On July 8, 1991, Jeffrey Olson was cited for OAR-first offense, a civil offense under sec. 343.44(2), Stats. The charge resulted from a June 20, 1991, traffic stop in which the police officer who stopped Olson to check his vehicle's registration later discovered that Olson's license had been revoked because he had committed two six point driving violations in less than a year. 2 Before trial, the state filed a motion in limine requesting an amended special jury instruction with respect to the elements required to prove a violation of sec. 343.44(1). In particular, the state sought to avoid having to prove Olson's knowledge of his revocation because the element of scienter, though required in Collova, was no longer appropriate after 1982 when OAR-first offense was reduced from a criminal to a civil offense. The standard jury instructions for OAR-first offense had, however, remained unchanged. The state maintained that knowledge should not be construed as an element of the revised OAR statute because the standard for proving criminal OAR should not be applied to a civil forfeiture.

The circuit court denied the state's motion and a jury trial was held on August 26, 1991. After producing uncontroverted evidence that Olson (1) had driven a motor vehicle on a Wisconsin highway on June 20, 1991, and (2) that his driver's license was revoked at the time, the state moved the court for a directed verdict. The court denied the motion because the state had not met its burden of proving Olson's knowledge of his revocation as required under jury instruction--Wis.J.I.--Criminal 2620A. 3 Although the state produced evidence that the notice of revocation had been mailed to Olson's permanent home address on April 24th, 1991, both Olson and his mother testified that he never received the notice.

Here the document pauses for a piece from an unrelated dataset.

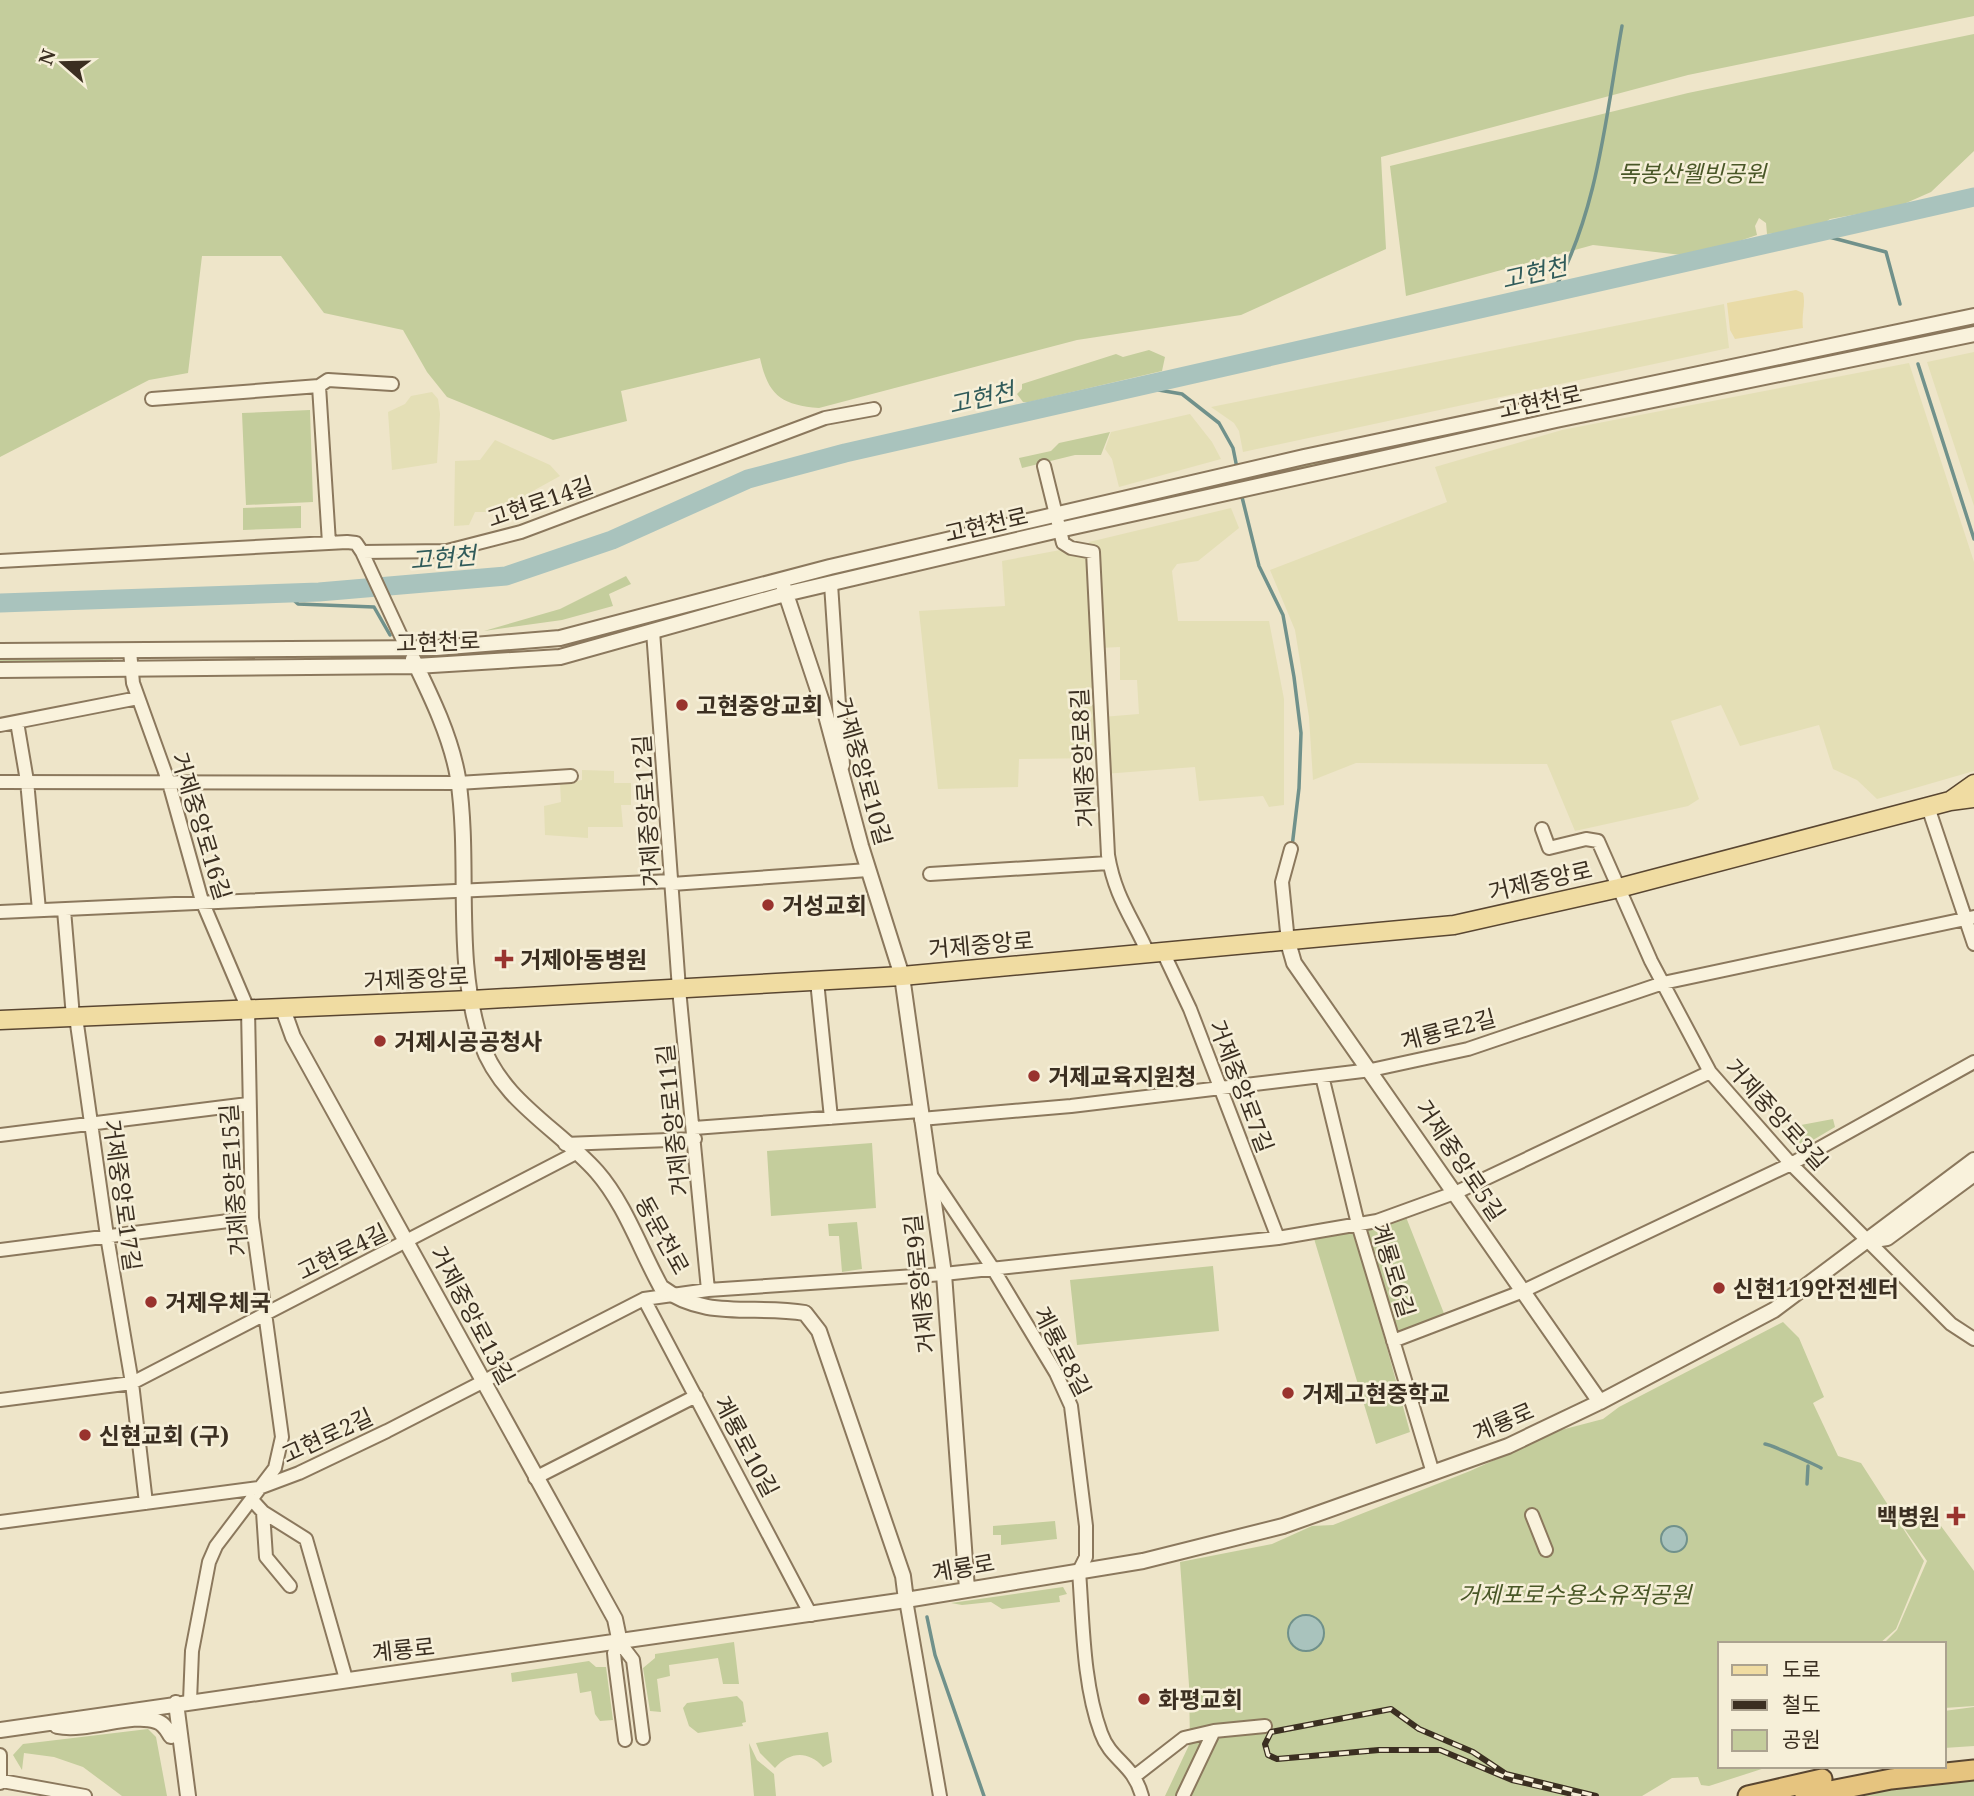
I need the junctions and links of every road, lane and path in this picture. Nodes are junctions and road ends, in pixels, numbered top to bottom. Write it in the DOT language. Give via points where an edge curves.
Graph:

The court overruled the state's objection to the use of the standard jury instruction and proceeded to read to the jury several instructions, including Wis.J.I.--Criminal 2620A and Wis.J.I.--Criminal 2620B (1982) which was modified only to the extent of substituting the civil burden of proof. 4 Following deliberations, the jury returned a verdict of not guilty and the state moved unsuccessfully for a judgment notwithstanding the verdict.

The circuit court denied the state's motions on the basis of State v. Collova which required the state to prove the defendant's knowledge of revocation in OAR criminal prosecution. Although the OAR-first offense statute applied in Collova was decriminalized in 1982, Judge Wagner held that Collova had not been overruled and therefore controlled the outcome of the instant case. On appeal, Judge Sundby agreed with the circuit court's reasoning. While conceding the state's argument that the element of scienter might not be a necessary element of the revised civil OAR statute, Judge Sundby concluded that the legislature did not intend to change the required elements of OAR because it failed explicitly to supersede the Collova decision when it revised the OAR statute and in fact made no change whatsoever in the statute beyond revising the penalty.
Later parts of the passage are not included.